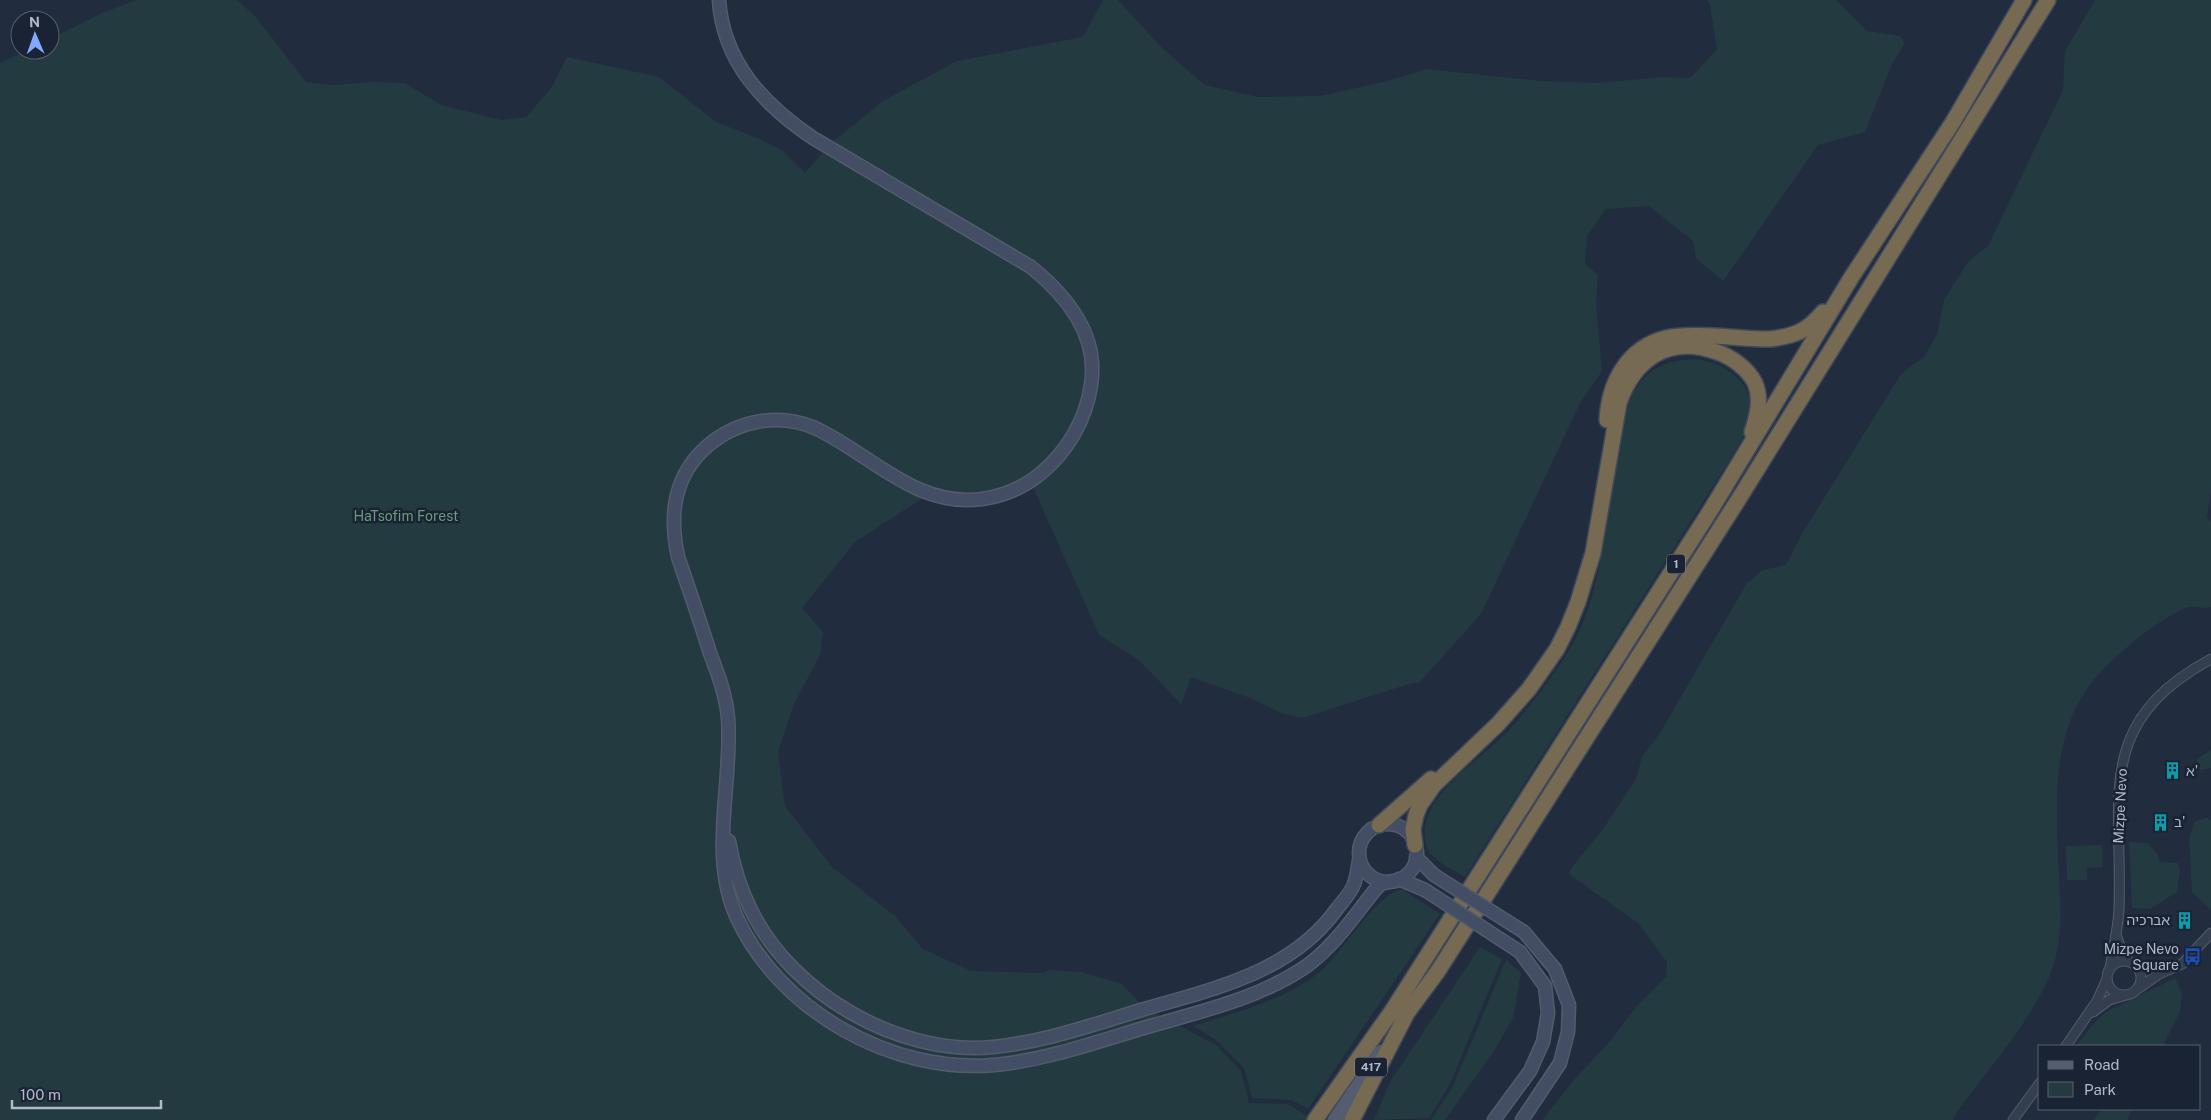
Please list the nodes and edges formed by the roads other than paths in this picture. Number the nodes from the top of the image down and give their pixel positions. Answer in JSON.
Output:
{"nodes":[{"id":1,"x":720,"y":0,"type":"edge"},
{"id":2,"x":2024,"y":0,"type":"edge"},
{"id":3,"x":2048,"y":0,"type":"edge"},
{"id":4,"x":1851,"y":278,"type":"junction"},
{"id":5,"x":1602,"y":492,"type":"junction"},
{"id":6,"x":1712,"y":508,"type":"junction"},
{"id":7,"x":2211,"y":658,"type":"edge"},
{"id":8,"x":1472,"y":749,"type":"junction"},
{"id":9,"x":725,"y":799,"type":"junction"},
{"id":10,"x":1379,"y":825,"type":"junction"},
{"id":11,"x":1416,"y":851,"type":"junction"},
{"id":12,"x":1359,"y":860,"type":"junction"},
{"id":13,"x":1396,"y":880,"type":"junction"},
{"id":14,"x":2115,"y":932,"type":"junction"},
{"id":15,"x":2211,"y":933,"type":"edge"},
{"id":16,"x":2131,"y":963,"type":"junction"},
{"id":17,"x":2110,"y":969,"type":"junction"},
{"id":18,"x":2172,"y":969,"type":"junction"},
{"id":19,"x":2107,"y":979,"type":"junction"},
{"id":20,"x":2136,"y":990,"type":"junction"},
{"id":21,"x":2126,"y":995,"type":"junction"},
{"id":22,"x":1407,"y":1014,"type":"junction"},
{"id":23,"x":2085,"y":1019,"type":"junction"},
{"id":24,"x":2067,"y":1045,"type":"edge"},
{"id":25,"x":2038,"y":1086,"type":"edge"},
{"id":26,"x":1315,"y":1120,"type":"edge"},
{"id":27,"x":1335,"y":1120,"type":"edge"},
{"id":28,"x":1352,"y":1120,"type":"edge"},
{"id":29,"x":1494,"y":1120,"type":"edge"},
{"id":30,"x":1522,"y":1120,"type":"edge"},
{"id":31,"x":2013,"y":1120,"type":"edge"}],
"edges":[{"from":1,"to":9,"type":"street"},
{"from":2,"to":4,"type":"highway","number":"1"},
{"from":3,"to":22,"type":"highway","number":"1"},
{"from":4,"to":5,"type":"highway"},
{"from":4,"to":6,"type":"highway","number":"1"},
{"from":5,"to":6,"type":"highway"},
{"from":5,"to":8,"type":"highway"},
{"from":6,"to":26,"type":"highway","number":"1"},
{"from":7,"to":14,"type":"street","name":"Mizpe Nevo"},
{"from":8,"to":10,"type":"highway"},
{"from":8,"to":11,"type":"highway"},
{"from":9,"to":12,"type":"street"},
{"from":9,"to":13,"type":"street"},
{"from":10,"to":11,"type":"street"},
{"from":10,"to":12,"type":"street"},
{"from":11,"to":13,"type":"street"},
{"from":11,"to":30,"type":"street","bridge":true},
{"from":12,"to":13,"type":"street"},
{"from":13,"to":29,"type":"street","bridge":true},
{"from":14,"to":16,"type":"street"},
{"from":14,"to":17,"type":"street","name":"Mizpe Nevo"},
{"from":15,"to":18,"type":"street"},
{"from":16,"to":17,"type":"street"},
{"from":16,"to":18,"type":"street"},
{"from":16,"to":20,"type":"street"},
{"from":17,"to":19,"type":"street"},
{"from":18,"to":20,"type":"street"},
{"from":19,"to":21,"type":"street"},
{"from":19,"to":23,"type":"street"},
{"from":20,"to":21,"type":"street"},
{"from":21,"to":23,"type":"street"},
{"from":22,"to":27,"type":"main road","number":"417"},
{"from":22,"to":28,"type":"highway","number":"1"},
{"from":23,"to":24,"type":"street"},
{"from":25,"to":31,"type":"street"}]}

________________________________________

=== What needs to be done ===
Print the whole listing again exactly, please. No pictures.

=== Written answer ===
Please list the nodes and edges formed by the roads other than paths in this picture. Number the nodes from the top of the image down and give their pixel positions. Answer in JSON.
Output:
{"nodes":[{"id":1,"x":720,"y":0,"type":"edge"},
{"id":2,"x":2024,"y":0,"type":"edge"},
{"id":3,"x":2048,"y":0,"type":"edge"},
{"id":4,"x":1851,"y":278,"type":"junction"},
{"id":5,"x":1602,"y":492,"type":"junction"},
{"id":6,"x":1712,"y":508,"type":"junction"},
{"id":7,"x":2211,"y":658,"type":"edge"},
{"id":8,"x":1472,"y":749,"type":"junction"},
{"id":9,"x":725,"y":799,"type":"junction"},
{"id":10,"x":1379,"y":825,"type":"junction"},
{"id":11,"x":1416,"y":851,"type":"junction"},
{"id":12,"x":1359,"y":860,"type":"junction"},
{"id":13,"x":1396,"y":880,"type":"junction"},
{"id":14,"x":2115,"y":932,"type":"junction"},
{"id":15,"x":2211,"y":933,"type":"edge"},
{"id":16,"x":2131,"y":963,"type":"junction"},
{"id":17,"x":2110,"y":969,"type":"junction"},
{"id":18,"x":2172,"y":969,"type":"junction"},
{"id":19,"x":2107,"y":979,"type":"junction"},
{"id":20,"x":2136,"y":990,"type":"junction"},
{"id":21,"x":2126,"y":995,"type":"junction"},
{"id":22,"x":1407,"y":1014,"type":"junction"},
{"id":23,"x":2085,"y":1019,"type":"junction"},
{"id":24,"x":2067,"y":1045,"type":"edge"},
{"id":25,"x":2038,"y":1086,"type":"edge"},
{"id":26,"x":1315,"y":1120,"type":"edge"},
{"id":27,"x":1335,"y":1120,"type":"edge"},
{"id":28,"x":1352,"y":1120,"type":"edge"},
{"id":29,"x":1494,"y":1120,"type":"edge"},
{"id":30,"x":1522,"y":1120,"type":"edge"},
{"id":31,"x":2013,"y":1120,"type":"edge"}],
"edges":[{"from":1,"to":9,"type":"street"},
{"from":2,"to":4,"type":"highway","number":"1"},
{"from":3,"to":22,"type":"highway","number":"1"},
{"from":4,"to":5,"type":"highway"},
{"from":4,"to":6,"type":"highway","number":"1"},
{"from":5,"to":6,"type":"highway"},
{"from":5,"to":8,"type":"highway"},
{"from":6,"to":26,"type":"highway","number":"1"},
{"from":7,"to":14,"type":"street","name":"Mizpe Nevo"},
{"from":8,"to":10,"type":"highway"},
{"from":8,"to":11,"type":"highway"},
{"from":9,"to":12,"type":"street"},
{"from":9,"to":13,"type":"street"},
{"from":10,"to":11,"type":"street"},
{"from":10,"to":12,"type":"street"},
{"from":11,"to":13,"type":"street"},
{"from":11,"to":30,"type":"street","bridge":true},
{"from":12,"to":13,"type":"street"},
{"from":13,"to":29,"type":"street","bridge":true},
{"from":14,"to":16,"type":"street"},
{"from":14,"to":17,"type":"street","name":"Mizpe Nevo"},
{"from":15,"to":18,"type":"street"},
{"from":16,"to":17,"type":"street"},
{"from":16,"to":18,"type":"street"},
{"from":16,"to":20,"type":"street"},
{"from":17,"to":19,"type":"street"},
{"from":18,"to":20,"type":"street"},
{"from":19,"to":21,"type":"street"},
{"from":19,"to":23,"type":"street"},
{"from":20,"to":21,"type":"street"},
{"from":21,"to":23,"type":"street"},
{"from":22,"to":27,"type":"main road","number":"417"},
{"from":22,"to":28,"type":"highway","number":"1"},
{"from":23,"to":24,"type":"street"},
{"from":25,"to":31,"type":"street"}]}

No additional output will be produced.